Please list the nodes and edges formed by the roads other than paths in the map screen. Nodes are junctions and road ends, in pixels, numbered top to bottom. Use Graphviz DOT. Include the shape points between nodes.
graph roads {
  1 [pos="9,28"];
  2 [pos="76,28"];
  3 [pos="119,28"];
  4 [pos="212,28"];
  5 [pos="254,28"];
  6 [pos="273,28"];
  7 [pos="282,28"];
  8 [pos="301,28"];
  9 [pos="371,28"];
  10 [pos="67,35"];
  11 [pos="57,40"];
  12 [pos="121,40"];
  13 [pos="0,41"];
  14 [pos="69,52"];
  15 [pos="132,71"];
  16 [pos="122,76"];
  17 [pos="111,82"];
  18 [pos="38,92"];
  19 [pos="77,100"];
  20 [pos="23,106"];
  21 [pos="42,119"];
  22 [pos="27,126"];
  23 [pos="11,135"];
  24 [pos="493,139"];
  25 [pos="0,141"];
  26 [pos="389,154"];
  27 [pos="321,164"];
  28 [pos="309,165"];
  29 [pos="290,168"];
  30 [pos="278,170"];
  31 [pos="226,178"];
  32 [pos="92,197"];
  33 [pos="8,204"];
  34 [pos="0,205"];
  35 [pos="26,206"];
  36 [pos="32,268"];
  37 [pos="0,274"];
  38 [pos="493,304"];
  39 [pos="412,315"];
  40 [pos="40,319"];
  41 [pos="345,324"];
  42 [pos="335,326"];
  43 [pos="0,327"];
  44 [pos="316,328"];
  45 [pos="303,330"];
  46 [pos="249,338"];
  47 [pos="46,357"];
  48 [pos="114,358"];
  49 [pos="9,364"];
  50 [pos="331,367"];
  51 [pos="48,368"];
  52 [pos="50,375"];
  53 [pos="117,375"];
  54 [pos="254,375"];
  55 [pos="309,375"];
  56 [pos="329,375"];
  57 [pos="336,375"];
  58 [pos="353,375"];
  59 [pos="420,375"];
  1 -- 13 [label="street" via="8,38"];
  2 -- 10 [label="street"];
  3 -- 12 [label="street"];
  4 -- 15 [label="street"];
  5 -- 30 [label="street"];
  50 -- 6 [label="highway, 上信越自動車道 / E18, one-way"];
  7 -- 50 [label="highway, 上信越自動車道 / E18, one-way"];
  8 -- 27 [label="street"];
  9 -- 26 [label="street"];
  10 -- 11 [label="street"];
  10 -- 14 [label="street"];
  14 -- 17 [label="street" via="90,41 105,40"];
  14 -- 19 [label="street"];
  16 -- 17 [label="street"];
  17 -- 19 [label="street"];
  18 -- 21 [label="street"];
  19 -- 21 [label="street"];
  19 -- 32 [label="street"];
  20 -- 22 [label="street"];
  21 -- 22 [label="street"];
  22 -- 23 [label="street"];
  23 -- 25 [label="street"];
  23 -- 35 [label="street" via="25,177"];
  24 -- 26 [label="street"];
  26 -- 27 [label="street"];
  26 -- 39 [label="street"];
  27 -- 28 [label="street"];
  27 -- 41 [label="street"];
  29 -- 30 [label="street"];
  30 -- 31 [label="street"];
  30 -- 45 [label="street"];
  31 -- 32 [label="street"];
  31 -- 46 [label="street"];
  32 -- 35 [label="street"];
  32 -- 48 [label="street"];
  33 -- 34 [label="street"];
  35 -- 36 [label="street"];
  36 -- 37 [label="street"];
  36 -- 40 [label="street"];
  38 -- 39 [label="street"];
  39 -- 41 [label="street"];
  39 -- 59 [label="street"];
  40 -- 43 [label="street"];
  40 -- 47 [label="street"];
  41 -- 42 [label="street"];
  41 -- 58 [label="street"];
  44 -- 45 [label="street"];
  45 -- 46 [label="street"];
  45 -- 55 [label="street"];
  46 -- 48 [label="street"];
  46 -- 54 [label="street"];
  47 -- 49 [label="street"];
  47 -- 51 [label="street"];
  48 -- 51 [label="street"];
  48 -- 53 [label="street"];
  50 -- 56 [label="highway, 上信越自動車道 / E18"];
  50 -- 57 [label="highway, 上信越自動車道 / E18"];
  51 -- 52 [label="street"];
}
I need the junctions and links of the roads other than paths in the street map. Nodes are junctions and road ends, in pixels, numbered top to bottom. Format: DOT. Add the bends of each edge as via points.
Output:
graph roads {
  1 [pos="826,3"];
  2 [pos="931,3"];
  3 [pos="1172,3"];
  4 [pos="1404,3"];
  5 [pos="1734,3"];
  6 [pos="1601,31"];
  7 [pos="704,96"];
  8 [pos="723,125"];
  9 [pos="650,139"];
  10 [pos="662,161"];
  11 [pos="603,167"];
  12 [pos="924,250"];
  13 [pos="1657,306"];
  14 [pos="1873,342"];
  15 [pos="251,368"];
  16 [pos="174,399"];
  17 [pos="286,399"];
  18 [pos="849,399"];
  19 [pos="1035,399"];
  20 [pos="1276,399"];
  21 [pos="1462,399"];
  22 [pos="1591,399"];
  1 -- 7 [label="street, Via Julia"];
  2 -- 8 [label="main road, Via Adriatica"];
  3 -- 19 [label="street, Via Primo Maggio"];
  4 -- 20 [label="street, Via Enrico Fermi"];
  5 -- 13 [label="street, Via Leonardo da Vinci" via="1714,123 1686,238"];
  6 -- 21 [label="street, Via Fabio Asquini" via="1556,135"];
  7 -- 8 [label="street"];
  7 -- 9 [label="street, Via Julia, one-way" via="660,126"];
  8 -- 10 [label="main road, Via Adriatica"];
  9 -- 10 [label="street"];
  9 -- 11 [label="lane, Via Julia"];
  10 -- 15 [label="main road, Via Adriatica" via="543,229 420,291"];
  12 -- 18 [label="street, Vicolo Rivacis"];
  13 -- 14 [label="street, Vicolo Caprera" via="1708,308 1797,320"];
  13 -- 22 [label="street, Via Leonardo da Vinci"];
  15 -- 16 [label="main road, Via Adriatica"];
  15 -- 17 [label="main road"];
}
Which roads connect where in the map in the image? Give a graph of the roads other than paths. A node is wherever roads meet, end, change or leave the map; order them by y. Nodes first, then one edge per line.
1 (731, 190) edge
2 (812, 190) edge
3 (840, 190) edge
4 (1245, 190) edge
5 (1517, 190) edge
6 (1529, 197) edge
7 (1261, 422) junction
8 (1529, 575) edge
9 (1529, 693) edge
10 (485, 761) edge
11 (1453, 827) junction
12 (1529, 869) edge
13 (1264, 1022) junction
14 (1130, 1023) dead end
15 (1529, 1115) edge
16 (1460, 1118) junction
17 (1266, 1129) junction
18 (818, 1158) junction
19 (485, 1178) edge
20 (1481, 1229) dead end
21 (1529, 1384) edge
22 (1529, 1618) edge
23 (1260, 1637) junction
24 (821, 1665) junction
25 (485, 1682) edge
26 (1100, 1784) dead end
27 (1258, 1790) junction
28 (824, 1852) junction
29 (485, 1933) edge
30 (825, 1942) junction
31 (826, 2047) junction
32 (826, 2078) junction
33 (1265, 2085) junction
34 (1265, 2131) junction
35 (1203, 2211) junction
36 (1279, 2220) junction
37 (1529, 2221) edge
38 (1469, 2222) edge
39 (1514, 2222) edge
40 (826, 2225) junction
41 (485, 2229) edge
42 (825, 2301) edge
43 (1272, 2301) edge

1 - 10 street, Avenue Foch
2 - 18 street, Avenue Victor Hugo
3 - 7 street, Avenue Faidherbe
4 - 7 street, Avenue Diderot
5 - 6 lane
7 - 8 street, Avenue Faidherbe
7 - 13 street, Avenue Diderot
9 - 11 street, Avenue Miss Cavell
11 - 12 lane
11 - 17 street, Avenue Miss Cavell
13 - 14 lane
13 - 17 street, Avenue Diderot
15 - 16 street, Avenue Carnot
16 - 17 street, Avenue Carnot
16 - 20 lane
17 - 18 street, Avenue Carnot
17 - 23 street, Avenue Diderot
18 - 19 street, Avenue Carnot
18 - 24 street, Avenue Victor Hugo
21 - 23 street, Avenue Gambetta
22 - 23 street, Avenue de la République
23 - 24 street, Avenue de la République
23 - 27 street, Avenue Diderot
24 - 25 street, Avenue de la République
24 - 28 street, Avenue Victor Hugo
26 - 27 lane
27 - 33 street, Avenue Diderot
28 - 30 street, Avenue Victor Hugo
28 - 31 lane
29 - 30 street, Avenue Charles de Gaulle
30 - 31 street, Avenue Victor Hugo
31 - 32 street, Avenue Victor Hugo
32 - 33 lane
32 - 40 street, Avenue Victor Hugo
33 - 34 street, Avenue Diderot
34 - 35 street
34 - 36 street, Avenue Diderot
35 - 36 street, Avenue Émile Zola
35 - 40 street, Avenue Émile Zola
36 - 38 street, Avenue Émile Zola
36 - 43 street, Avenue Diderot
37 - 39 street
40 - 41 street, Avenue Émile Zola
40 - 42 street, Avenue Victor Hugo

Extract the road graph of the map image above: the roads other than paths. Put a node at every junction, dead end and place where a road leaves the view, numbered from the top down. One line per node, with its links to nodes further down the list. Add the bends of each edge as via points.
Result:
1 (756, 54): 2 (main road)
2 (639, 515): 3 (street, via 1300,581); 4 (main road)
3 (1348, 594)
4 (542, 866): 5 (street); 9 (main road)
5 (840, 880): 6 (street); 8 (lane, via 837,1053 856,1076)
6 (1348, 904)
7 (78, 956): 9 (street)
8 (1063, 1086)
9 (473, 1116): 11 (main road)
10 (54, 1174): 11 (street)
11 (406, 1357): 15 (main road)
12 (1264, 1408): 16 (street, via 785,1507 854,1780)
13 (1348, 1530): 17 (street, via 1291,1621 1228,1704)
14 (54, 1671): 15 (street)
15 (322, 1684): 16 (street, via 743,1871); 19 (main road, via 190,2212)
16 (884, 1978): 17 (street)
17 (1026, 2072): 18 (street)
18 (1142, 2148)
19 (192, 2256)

- - - -

Scan the records above. Return every line with "Diderot" in it.

● Solution to the exercise:
4 - 7 street, Avenue Diderot
7 - 13 street, Avenue Diderot
13 - 17 street, Avenue Diderot
17 - 23 street, Avenue Diderot
23 - 27 street, Avenue Diderot
27 - 33 street, Avenue Diderot
33 - 34 street, Avenue Diderot
34 - 36 street, Avenue Diderot
36 - 43 street, Avenue Diderot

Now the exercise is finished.